[Information given]
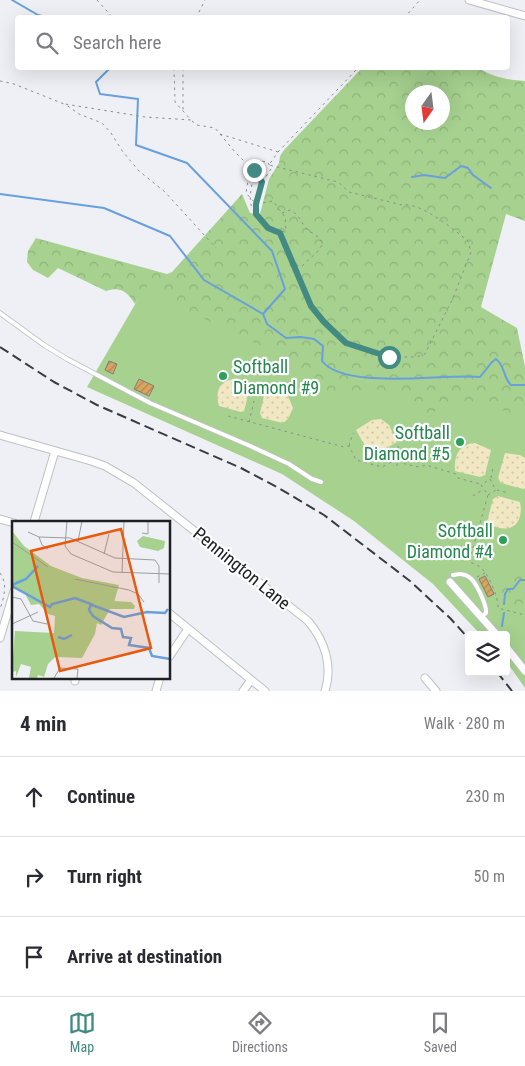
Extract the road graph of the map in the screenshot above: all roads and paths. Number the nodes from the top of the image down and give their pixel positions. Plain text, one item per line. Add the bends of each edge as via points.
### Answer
1 (97, 0) edge
2 (205, 0) edge
3 (420, 0) edge
4 (469, 0) edge
5 (110, 15) edge
6 (198, 15) edge
7 (407, 15) edge
8 (525, 16) edge
9 (174, 70) edge
10 (183, 70) edge
11 (356, 70) edge
12 (0, 81) edge
13 (65, 104) junction
14 (183, 111) junction
15 (191, 120) junction
16 (220, 134) junction
17 (278, 152) junction
18 (269, 165) junction
19 (254, 170) junction
20 (258, 175) junction
21 (253, 178) junction
22 (250, 198) junction
23 (256, 204) junction
24 (282, 213) junction
25 (256, 214) junction
26 (280, 233) junction
27 (216, 248) dead end
28 (292, 264) junction
29 (0, 313) edge
30 (254, 401) dead end
31 (228, 416) dead end
32 (249, 422) junction
33 (353, 433) dead end
34 (0, 435) edge
35 (349, 446) junction
36 (398, 446) dead end
37 (54, 451) junction
38 (398, 458) junction
39 (397, 466) dead end
40 (494, 466) dead end
41 (490, 479) junction
42 (320, 482) dead end
43 (481, 484) junction
44 (485, 489) junction
45 (496, 490) junction
46 (509, 493) dead end
47 (488, 495) junction
48 (473, 496) dead end
49 (34, 521) edge
50 (0, 573) edge
51 (454, 575) dead end
52 (450, 582) dead end
53 (12, 599) edge
54 (0, 609) edge
55 (170, 615) edge
56 (525, 615) edge
57 (481, 617) junction
58 (188, 629) junction
59 (493, 631) edge
60 (0, 638) edge
61 (510, 652) edge
62 (170, 656) edge
63 (525, 671) edge
64 (160, 678) edge
65 (425, 678) dead end
66 (251, 680) junction
67 (156, 691) edge
68 (243, 691) edge
69 (265, 691) edge
70 (325, 691) edge
71 (436, 691) edge

1 - 5 path
2 - 6 path
3 - 7 path
4 - 8 street
9 - 14 path via 175,102
10 - 14 path
11 - 17 path
12 - 13 path
13 - 15 path via 145,117
13 - 27 path via 79,114 102,123 139,171 165,192
14 - 15 path
15 - 16 path via 197,126 215,128
16 - 17 path
16 - 19 path
17 - 18 path
18 - 19 path via 260,161
18 - 20 path via 271,169 265,178
18 - 28 path via 338,182 349,192 408,204 439,218 468,241 471,252 454,298 425,354 416,357 389,357 346,343 311,306
19 - 20 path
20 - 21 path
20 - 23 path via 262,182
21 - 22 path
21 - 22 path via 248,180 246,193
22 - 23 path
22 - 25 path
23 - 24 path via 272,201
23 - 25 path
24 - 26 path via 286,230
24 - 28 path via 290,210 298,214 306,228 319,236 323,244 302,266
25 - 26 path via 268,228
26 - 28 path
29 - 42 lane via 67,360 150,403 289,464
30 - 32 path
31 - 32 path
32 - 35 path
33 - 35 path
34 - 37 street, Pennington Lane
35 - 38 path via 356,460 382,467
36 - 38 path
37 - 49 street
37 - 70 street, Pennington Lane via 104,466 134,483 308,621 325,651 328,668
38 - 39 path
38 - 43 path via 402,458 405,464 419,468 426,465
40 - 41 path
41 - 43 path
41 - 45 path
43 - 44 path
44 - 47 path
44 - 48 path
45 - 46 path
45 - 47 path
47 - 56 path via 469,562 486,573 499,602 498,608
50 - 54 path via 5,583
51 - 57 lane via 467,575 474,581 486,608
52 - 57 street
53 - 60 street
55 - 58 street
57 - 59 street
58 - 62 street
58 - 66 street
61 - 63 street
64 - 67 street
65 - 71 street
66 - 68 street
66 - 69 street

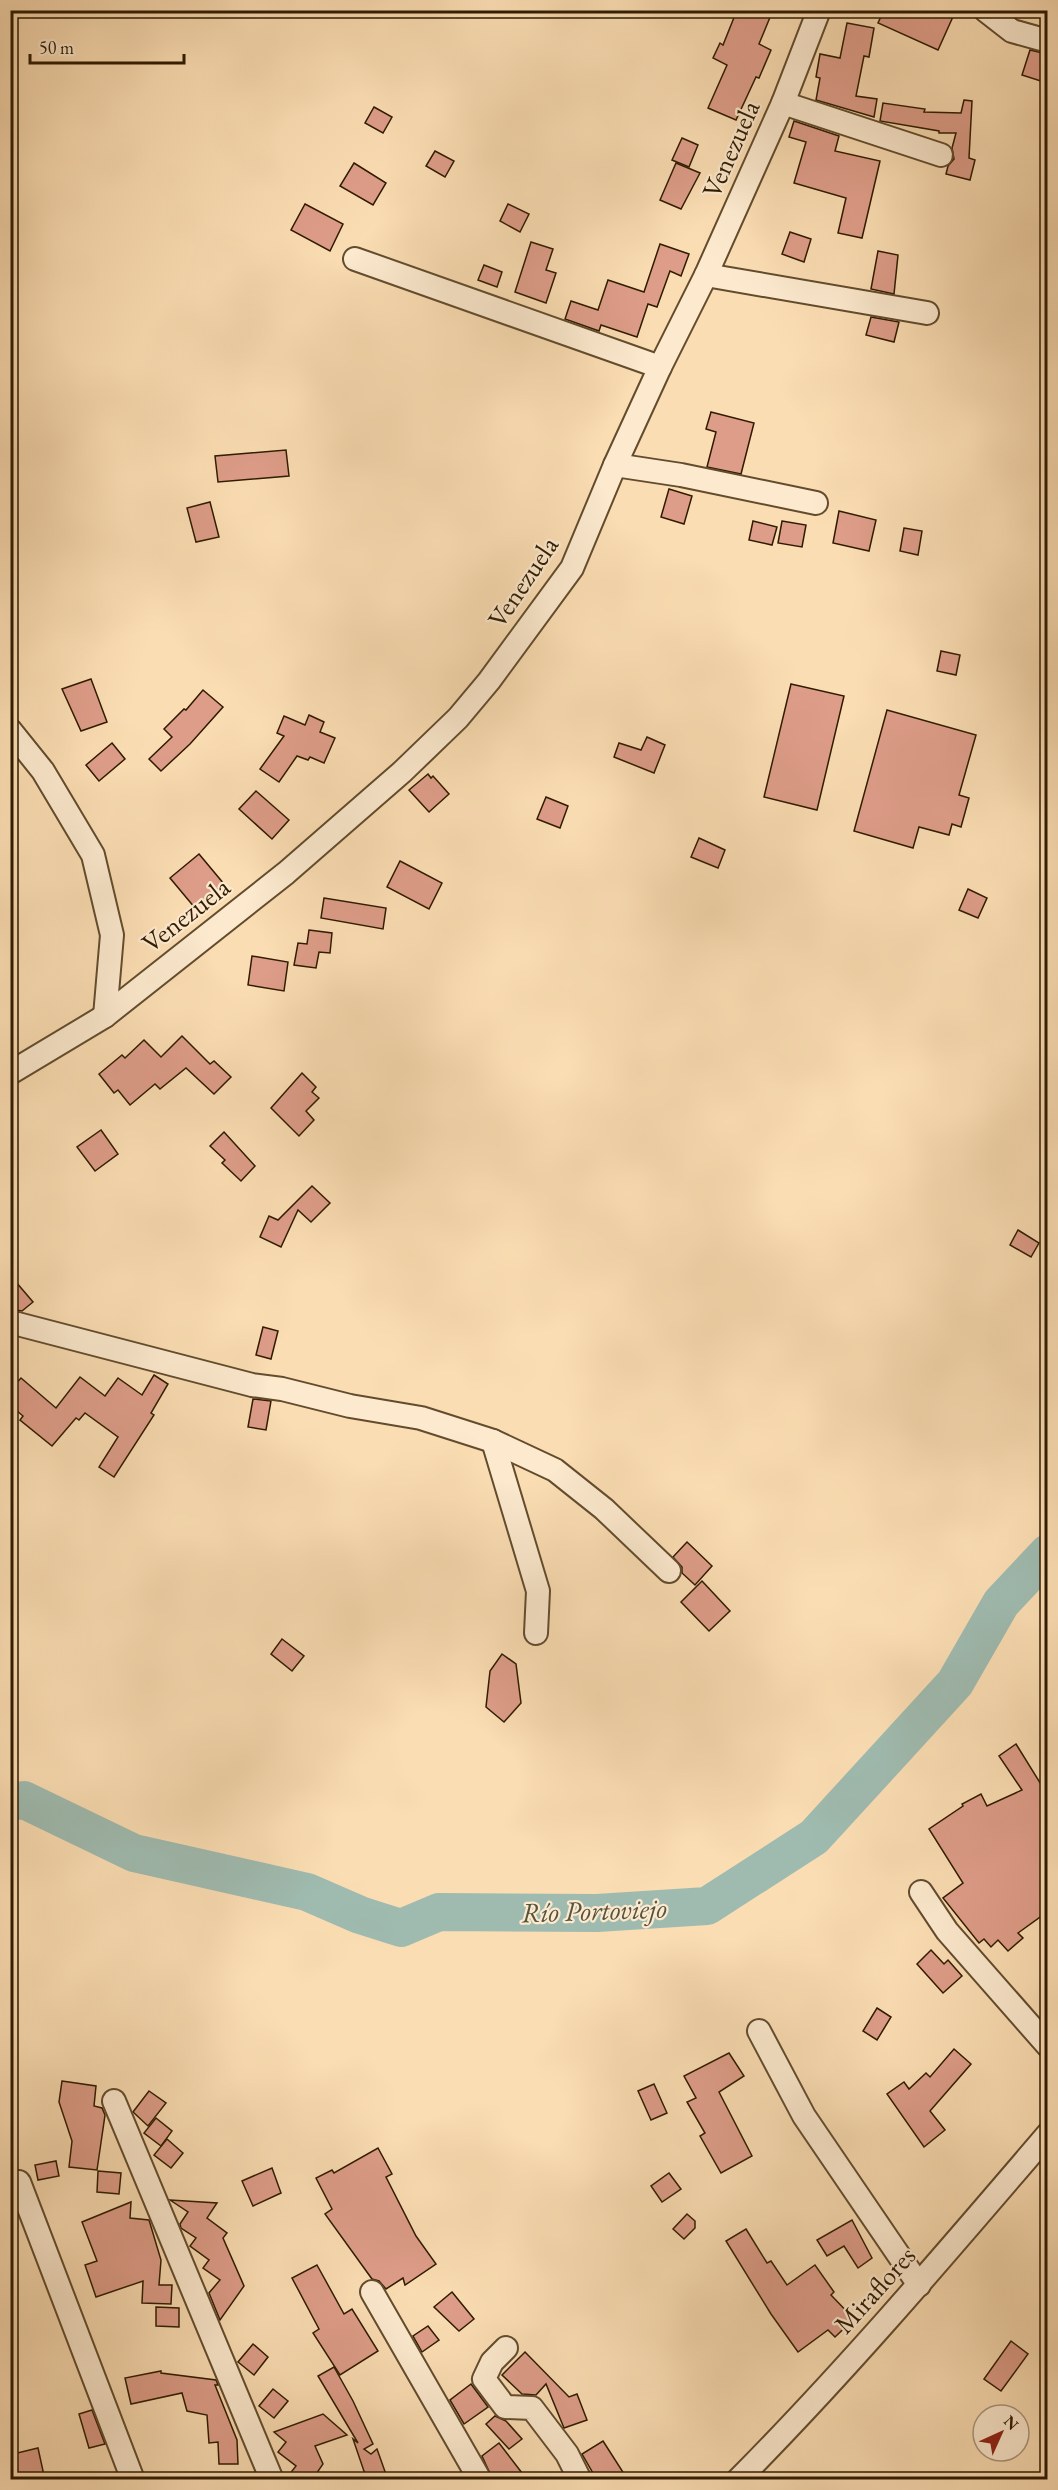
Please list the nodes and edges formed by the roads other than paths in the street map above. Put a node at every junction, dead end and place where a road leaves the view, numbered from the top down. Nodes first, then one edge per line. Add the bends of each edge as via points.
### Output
1 (819, 10) edge
2 (985, 10) edge
3 (1047, 41) edge
4 (783, 103) junction
5 (941, 155) dead end
6 (355, 259) dead end
7 (706, 275) junction
8 (927, 314) dead end
9 (660, 367) junction
10 (615, 465) junction
11 (816, 503) dead end
12 (10, 729) edge
13 (105, 1016) junction
14 (10, 1073) edge
15 (10, 1322) edge
16 (493, 1441) junction
17 (669, 1571) dead end
18 (536, 1633) dead end
19 (921, 1892) dead end
20 (759, 2031) dead end
21 (1047, 2046) edge
22 (114, 2101) dead end
23 (1047, 2134) edge
24 (19, 2182) dead end
25 (919, 2285) junction
26 (372, 2292) dead end
27 (506, 2348) dead end
28 (133, 2480) edge
29 (272, 2480) edge
30 (480, 2480) edge
31 (580, 2480) edge
32 (738, 2480) edge

1 - 4 street, Venezuela
2 - 3 street via 1012,31
4 - 5 street
4 - 7 street, Venezuela
6 - 9 street
7 - 8 street
7 - 9 street, Venezuela
9 - 10 street, Venezuela
10 - 11 street
10 - 13 street, Venezuela via 572,568 458,718 286,873
12 - 13 street, Venezuela via 43,771 93,855 112,935
13 - 14 street, Venezuela
15 - 16 street via 252,1384 421,1418
16 - 17 street via 555,1470 604,1509
16 - 18 street via 538,1591
19 - 21 street via 947,1930
20 - 25 street via 804,2116
22 - 29 street
23 - 25 street, Miraflores
24 - 28 street
25 - 32 street, Miraflores
26 - 30 street
27 - 31 street via 492,2362 484,2379 504,2407 532,2408 567,2454

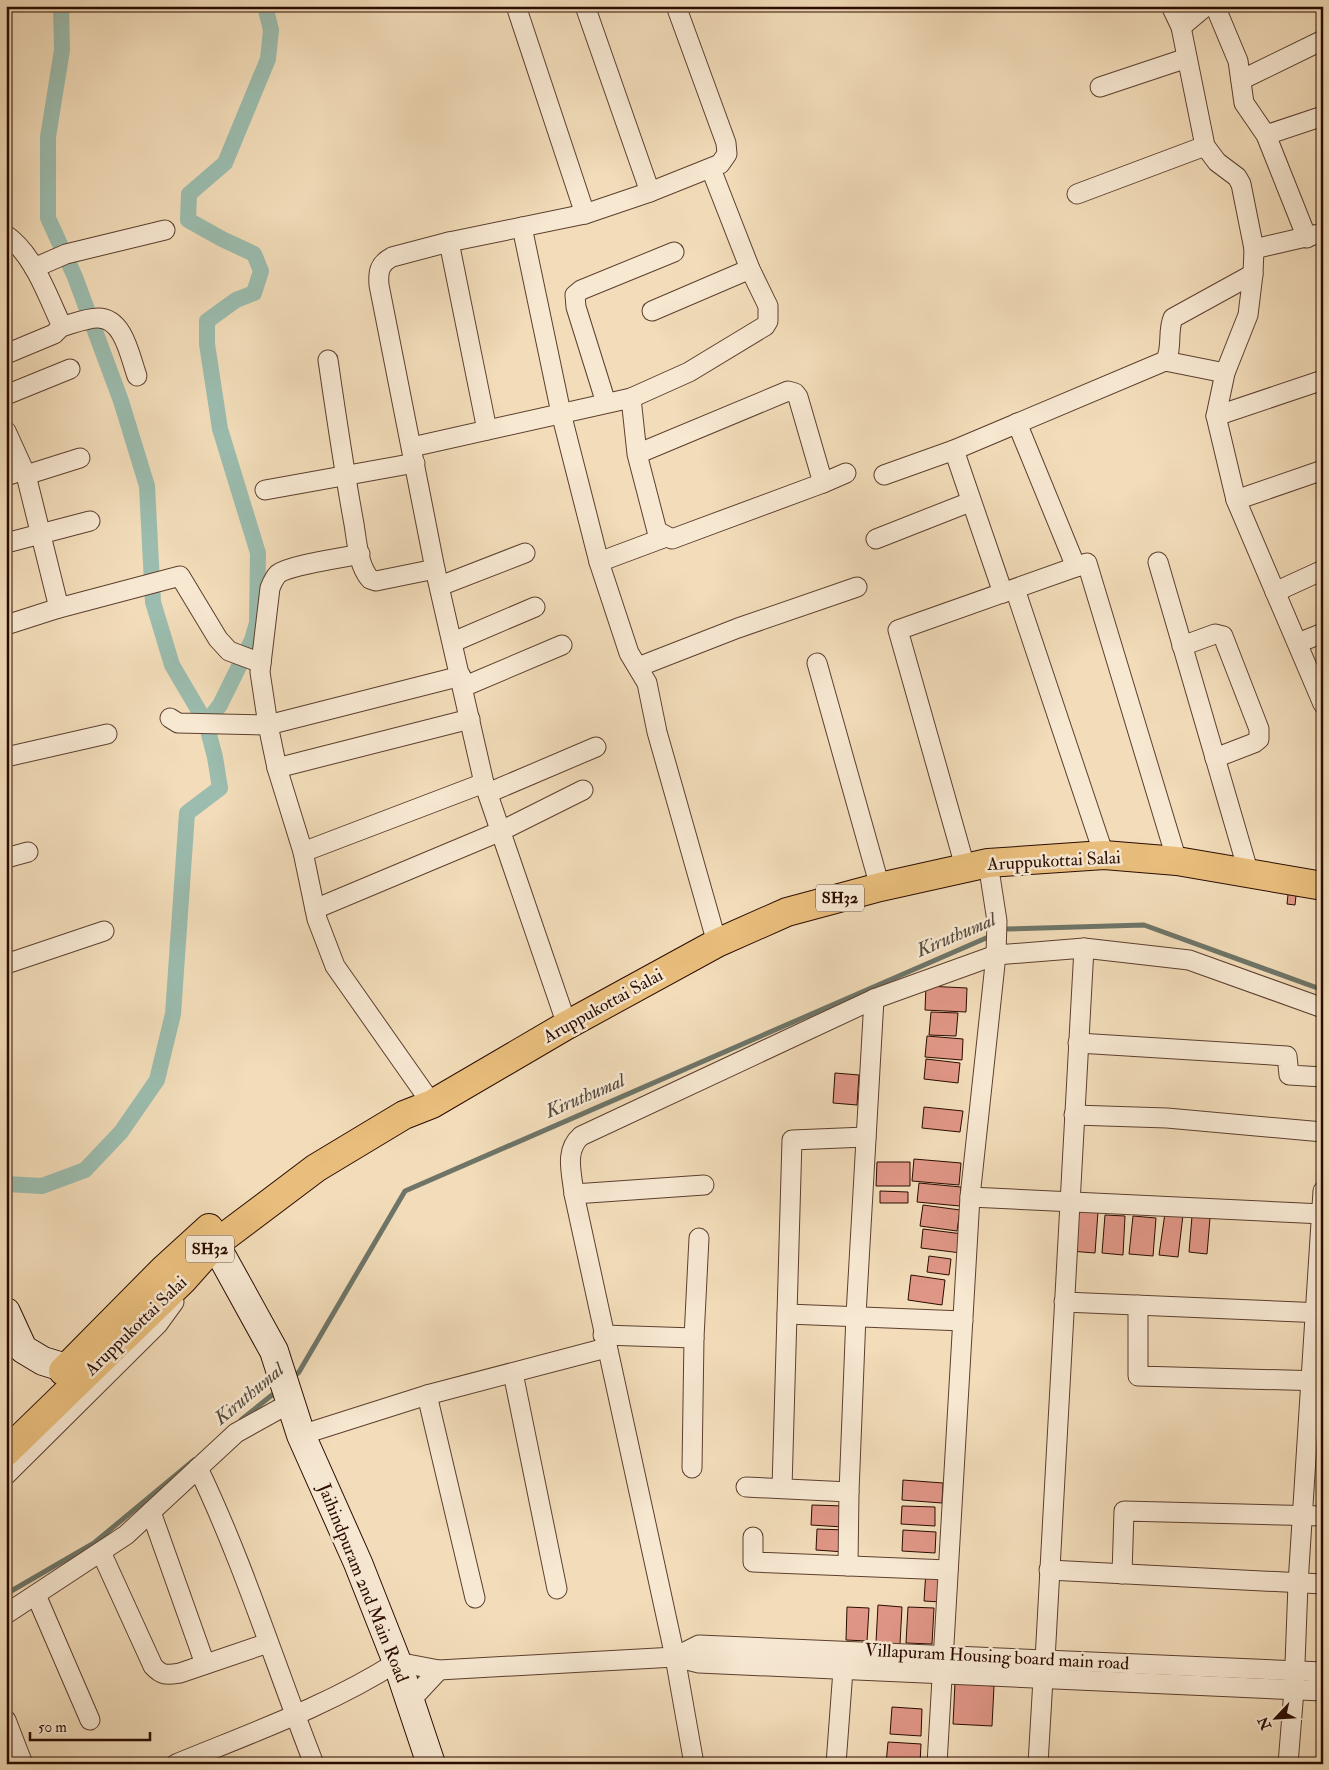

[Problem requirements] Write every line of the data out again exactly, leaving out all images.

[Written reply]
Extract the road graph of the map in the screenshot above: all roads and paths. Number the nodes from the top of the image down and give their pixel positions. Plain text, one item per line. Add the bends of each edge as via points.
### Answer
1 (97, 0) edge
2 (205, 0) edge
3 (420, 0) edge
4 (469, 0) edge
5 (110, 15) edge
6 (198, 15) edge
7 (407, 15) edge
8 (525, 16) edge
9 (174, 70) edge
10 (183, 70) edge
11 (356, 70) edge
12 (0, 81) edge
13 (65, 104) junction
14 (183, 111) junction
15 (191, 120) junction
16 (220, 134) junction
17 (278, 152) junction
18 (269, 165) junction
19 (254, 170) junction
20 (258, 175) junction
21 (253, 178) junction
22 (250, 198) junction
23 (256, 204) junction
24 (282, 213) junction
25 (256, 214) junction
26 (280, 233) junction
27 (216, 248) dead end
28 (292, 264) junction
29 (0, 313) edge
30 (254, 401) dead end
31 (228, 416) dead end
32 (249, 422) junction
33 (353, 433) dead end
34 (0, 435) edge
35 (349, 446) junction
36 (398, 446) dead end
37 (54, 451) junction
38 (398, 458) junction
39 (397, 466) dead end
40 (494, 466) dead end
41 (490, 479) junction
42 (320, 482) dead end
43 (481, 484) junction
44 (485, 489) junction
45 (496, 490) junction
46 (509, 493) dead end
47 (488, 495) junction
48 (473, 496) dead end
49 (34, 521) edge
50 (0, 573) edge
51 (454, 575) dead end
52 (450, 582) dead end
53 (12, 599) edge
54 (0, 609) edge
55 (170, 615) edge
56 (525, 615) edge
57 (481, 617) junction
58 (188, 629) junction
59 (493, 631) edge
60 (0, 638) edge
61 (510, 652) edge
62 (170, 656) edge
63 (525, 671) edge
64 (160, 678) edge
65 (425, 678) dead end
66 (251, 680) junction
67 (156, 691) edge
68 (243, 691) edge
69 (265, 691) edge
70 (325, 691) edge
71 (436, 691) edge

1 - 5 path
2 - 6 path
3 - 7 path
4 - 8 street
9 - 14 path via 175,102
10 - 14 path
11 - 17 path
12 - 13 path
13 - 15 path via 145,117
13 - 27 path via 79,114 102,123 139,171 165,192
14 - 15 path
15 - 16 path via 197,126 215,128
16 - 17 path
16 - 19 path
17 - 18 path
18 - 19 path via 260,161
18 - 20 path via 271,169 265,178
18 - 28 path via 338,182 349,192 408,204 439,218 468,241 471,252 454,298 425,354 416,357 389,357 346,343 311,306
19 - 20 path
20 - 21 path
20 - 23 path via 262,182
21 - 22 path
21 - 22 path via 248,180 246,193
22 - 23 path
22 - 25 path
23 - 24 path via 272,201
23 - 25 path
24 - 26 path via 286,230
24 - 28 path via 290,210 298,214 306,228 319,236 323,244 302,266
25 - 26 path via 268,228
26 - 28 path
29 - 42 lane via 67,360 150,403 289,464
30 - 32 path
31 - 32 path
32 - 35 path
33 - 35 path
34 - 37 street, Pennington Lane
35 - 38 path via 356,460 382,467
36 - 38 path
37 - 49 street
37 - 70 street, Pennington Lane via 104,466 134,483 308,621 325,651 328,668
38 - 39 path
38 - 43 path via 402,458 405,464 419,468 426,465
40 - 41 path
41 - 43 path
41 - 45 path
43 - 44 path
44 - 47 path
44 - 48 path
45 - 46 path
45 - 47 path
47 - 56 path via 469,562 486,573 499,602 498,608
50 - 54 path via 5,583
51 - 57 lane via 467,575 474,581 486,608
52 - 57 street
53 - 60 street
55 - 58 street
57 - 59 street
58 - 62 street
58 - 66 street
61 - 63 street
64 - 67 street
65 - 71 street
66 - 68 street
66 - 69 street

Please list the nodes and edges formed by the roads other than paths in the street map above. Put a node at every junction, dead end and place where a road leaves the view, numbered from the top down. Nodes first, then one edge per line. Add the bends of each edge as via points.
### Output
1 (819, 10) edge
2 (985, 10) edge
3 (1047, 41) edge
4 (783, 103) junction
5 (941, 155) dead end
6 (355, 259) dead end
7 (706, 275) junction
8 (927, 314) dead end
9 (660, 367) junction
10 (615, 465) junction
11 (816, 503) dead end
12 (10, 729) edge
13 (105, 1016) junction
14 (10, 1073) edge
15 (10, 1322) edge
16 (493, 1441) junction
17 (669, 1571) dead end
18 (536, 1633) dead end
19 (921, 1892) dead end
20 (759, 2031) dead end
21 (1047, 2046) edge
22 (114, 2101) dead end
23 (1047, 2134) edge
24 (19, 2182) dead end
25 (919, 2285) junction
26 (372, 2292) dead end
27 (506, 2348) dead end
28 (133, 2480) edge
29 (272, 2480) edge
30 (480, 2480) edge
31 (580, 2480) edge
32 (738, 2480) edge

1 - 4 street, Venezuela
2 - 3 street via 1012,31
4 - 5 street
4 - 7 street, Venezuela
6 - 9 street
7 - 8 street
7 - 9 street, Venezuela
9 - 10 street, Venezuela
10 - 11 street
10 - 13 street, Venezuela via 572,568 458,718 286,873
12 - 13 street, Venezuela via 43,771 93,855 112,935
13 - 14 street, Venezuela
15 - 16 street via 252,1384 421,1418
16 - 17 street via 555,1470 604,1509
16 - 18 street via 538,1591
19 - 21 street via 947,1930
20 - 25 street via 804,2116
22 - 29 street
23 - 25 street, Miraflores
24 - 28 street
25 - 32 street, Miraflores
26 - 30 street
27 - 31 street via 492,2362 484,2379 504,2407 532,2408 567,2454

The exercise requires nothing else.